Exercise material:
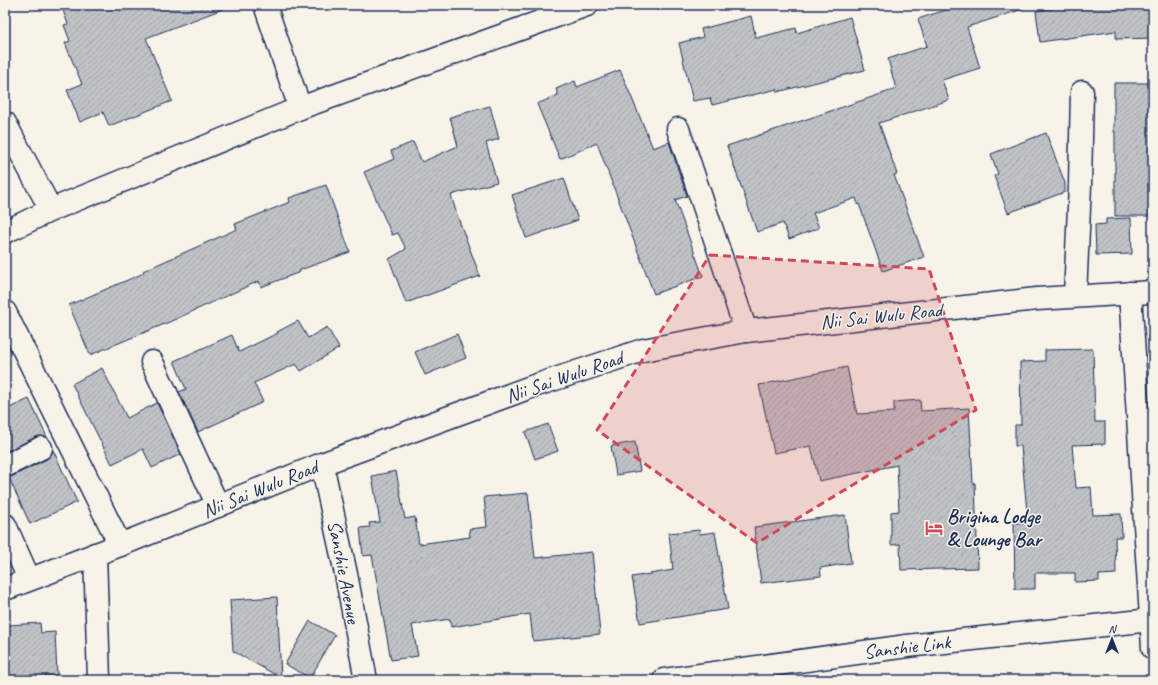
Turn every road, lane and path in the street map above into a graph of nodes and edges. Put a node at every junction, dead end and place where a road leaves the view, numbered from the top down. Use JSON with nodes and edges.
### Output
* * *
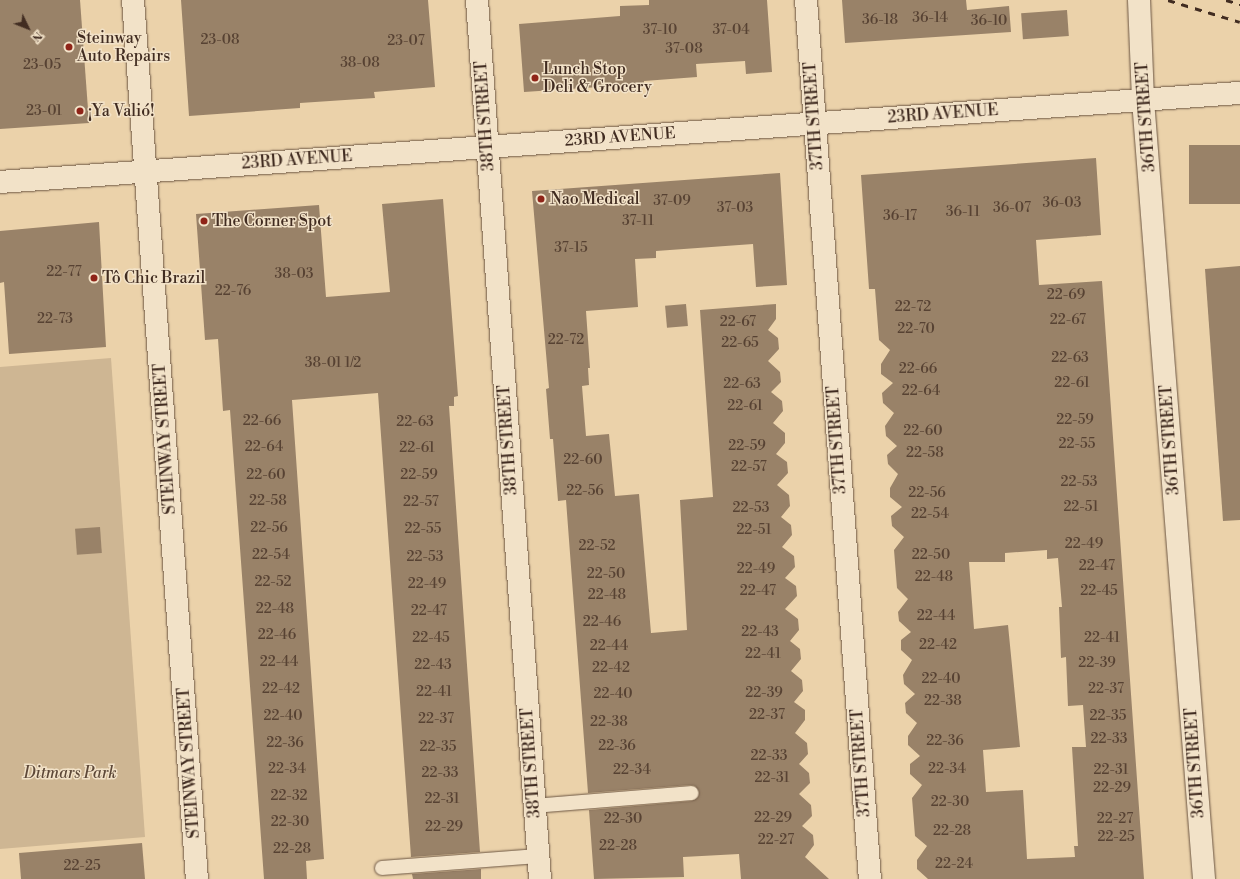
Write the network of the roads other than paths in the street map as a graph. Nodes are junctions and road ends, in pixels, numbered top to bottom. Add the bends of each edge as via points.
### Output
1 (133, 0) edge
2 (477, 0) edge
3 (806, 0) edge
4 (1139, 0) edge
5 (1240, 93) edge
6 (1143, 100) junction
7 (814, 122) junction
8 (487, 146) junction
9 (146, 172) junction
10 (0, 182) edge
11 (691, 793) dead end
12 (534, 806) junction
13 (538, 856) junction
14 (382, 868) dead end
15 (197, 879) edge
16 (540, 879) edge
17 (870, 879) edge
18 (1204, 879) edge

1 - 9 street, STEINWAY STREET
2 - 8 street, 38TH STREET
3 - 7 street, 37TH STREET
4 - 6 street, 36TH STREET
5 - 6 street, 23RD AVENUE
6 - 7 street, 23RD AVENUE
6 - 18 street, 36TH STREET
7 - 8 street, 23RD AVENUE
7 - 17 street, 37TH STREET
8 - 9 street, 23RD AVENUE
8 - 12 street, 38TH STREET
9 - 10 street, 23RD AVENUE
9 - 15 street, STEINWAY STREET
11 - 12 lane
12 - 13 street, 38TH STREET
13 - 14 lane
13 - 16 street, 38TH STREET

Required action: Copy out all lines of the listing above that include "road".

Reply:
Turn every road, lane and path in the street map above into a graph of nodes and edges. Put a node at every junction, dead end and place where a road leaves the view, numbered from the top down. Use JSON with nodes and edges.
Write the network of the roads other than paths in the street map as a graph. Nodes are junctions and road ends, in pixels, numbered top to bottom. Add the bends of each edge as via points.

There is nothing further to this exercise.